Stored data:
****
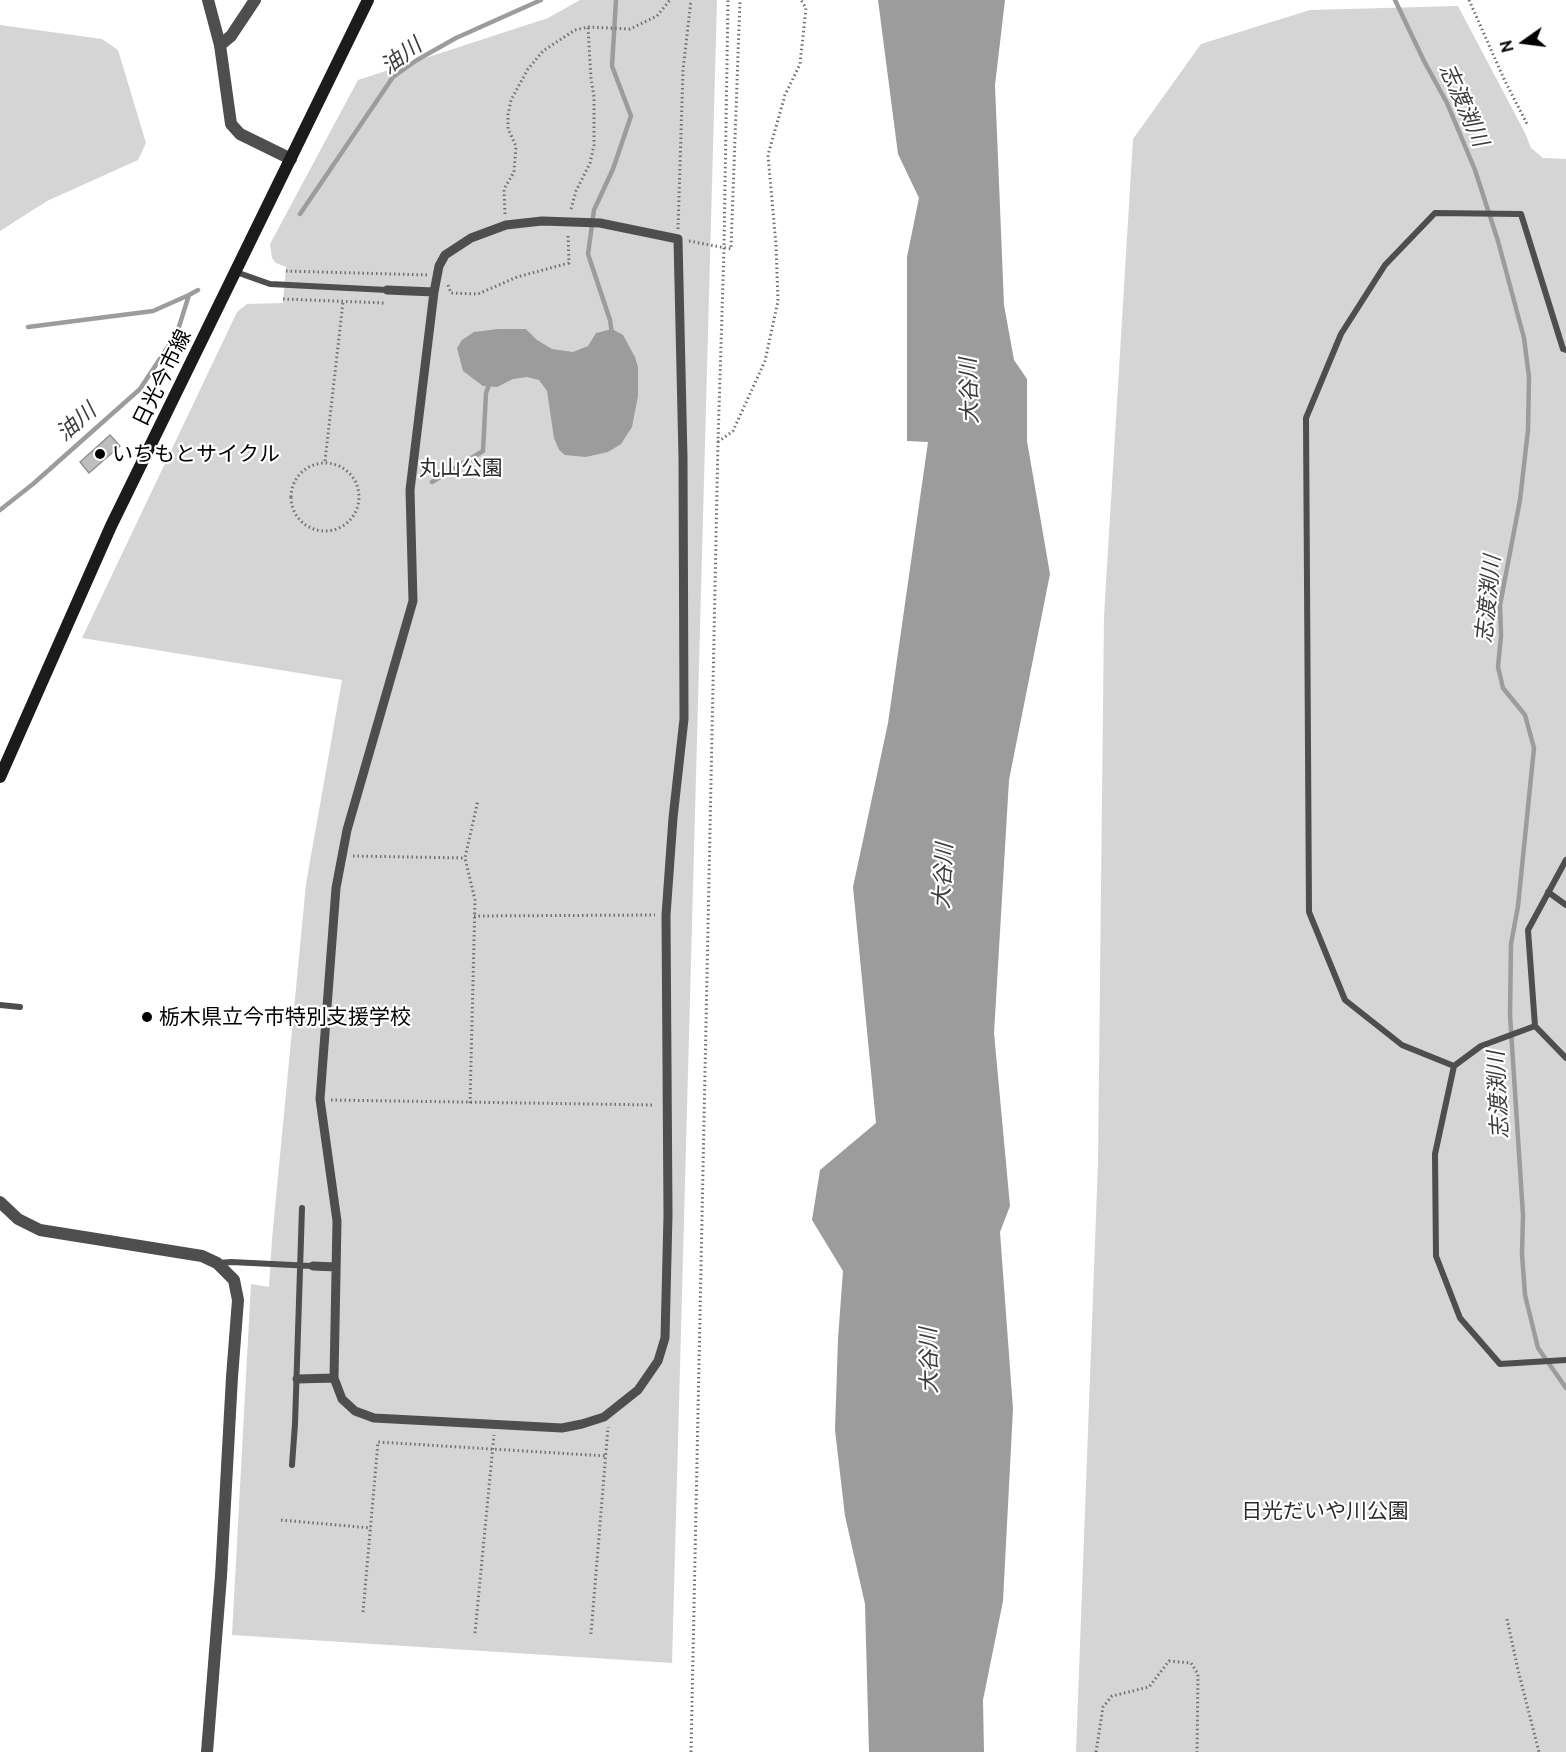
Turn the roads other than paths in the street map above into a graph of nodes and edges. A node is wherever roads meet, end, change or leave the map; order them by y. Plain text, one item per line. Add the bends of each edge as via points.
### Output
1 (208, 0) edge
2 (368, 0) edge
3 (254, 1) edge
4 (220, 45) junction
5 (291, 159) junction
6 (236, 273) junction
7 (387, 290) joint
8 (434, 292) junction
9 (1566, 350) edge
10 (0, 777) edge
11 (1566, 860) edge
12 (1548, 892) junction
13 (1566, 905) edge
14 (0, 1005) edge
15 (20, 1007) dead end
16 (1535, 1026) junction
17 (1566, 1058) edge
18 (1454, 1066) junction
19 (0, 1202) edge
20 (302, 1208) dead end
21 (217, 1263) junction
22 (300, 1266) junction
23 (313, 1266) joint
24 (336, 1267) junction
25 (1566, 1360) edge
26 (334, 1378) junction
27 (297, 1379) junction
28 (292, 1465) dead end
29 (207, 1752) edge

1 - 4 street
2 - 5 main road, 日光今市線
3 - 4 street via 231,36
4 - 5 street via 231,124 240,134
5 - 6 main road, 日光今市線
6 - 7 lane via 270,284
6 - 10 main road, 日光今市線 via 111,526
7 - 8 street
8 - 24 street via 411,490 413,601 347,830 336,888 321,1099 337,1221
8 - 26 street via 445,255 471,238 506,225 542,221 600,223 678,239 684,719 666,915 668,1215 664,1338 658,1361 638,1390 604,1417 562,1428 374,1418 355,1411 342,1399
9 - 18 lane via 1521,214 1434,213 1385,266 1341,334 1306,418 1309,912 1345,1000 1402,1045
11 - 12 lane
12 - 13 lane
12 - 16 lane via 1528,930
14 - 15 lane
16 - 17 lane
16 - 18 lane via 1481,1046
18 - 25 lane via 1435,1154 1436,1256 1460,1318 1500,1364
19 - 21 street via 18,1219 50,1233 202,1256
20 - 22 lane
21 - 22 lane
21 - 29 street via 234,1280 238,1300
22 - 23 lane
22 - 27 lane
23 - 24 street
24 - 26 street
26 - 27 street
27 - 28 lane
****
* _WORK TO BE COMPLETED_: Among the records above, which lines hold the word "日光今市線"? Copy each one.

* _OUTPUT OF THE EXERCISE_:
2 - 5 main road, 日光今市線
5 - 6 main road, 日光今市線
6 - 10 main road, 日光今市線 via 111,526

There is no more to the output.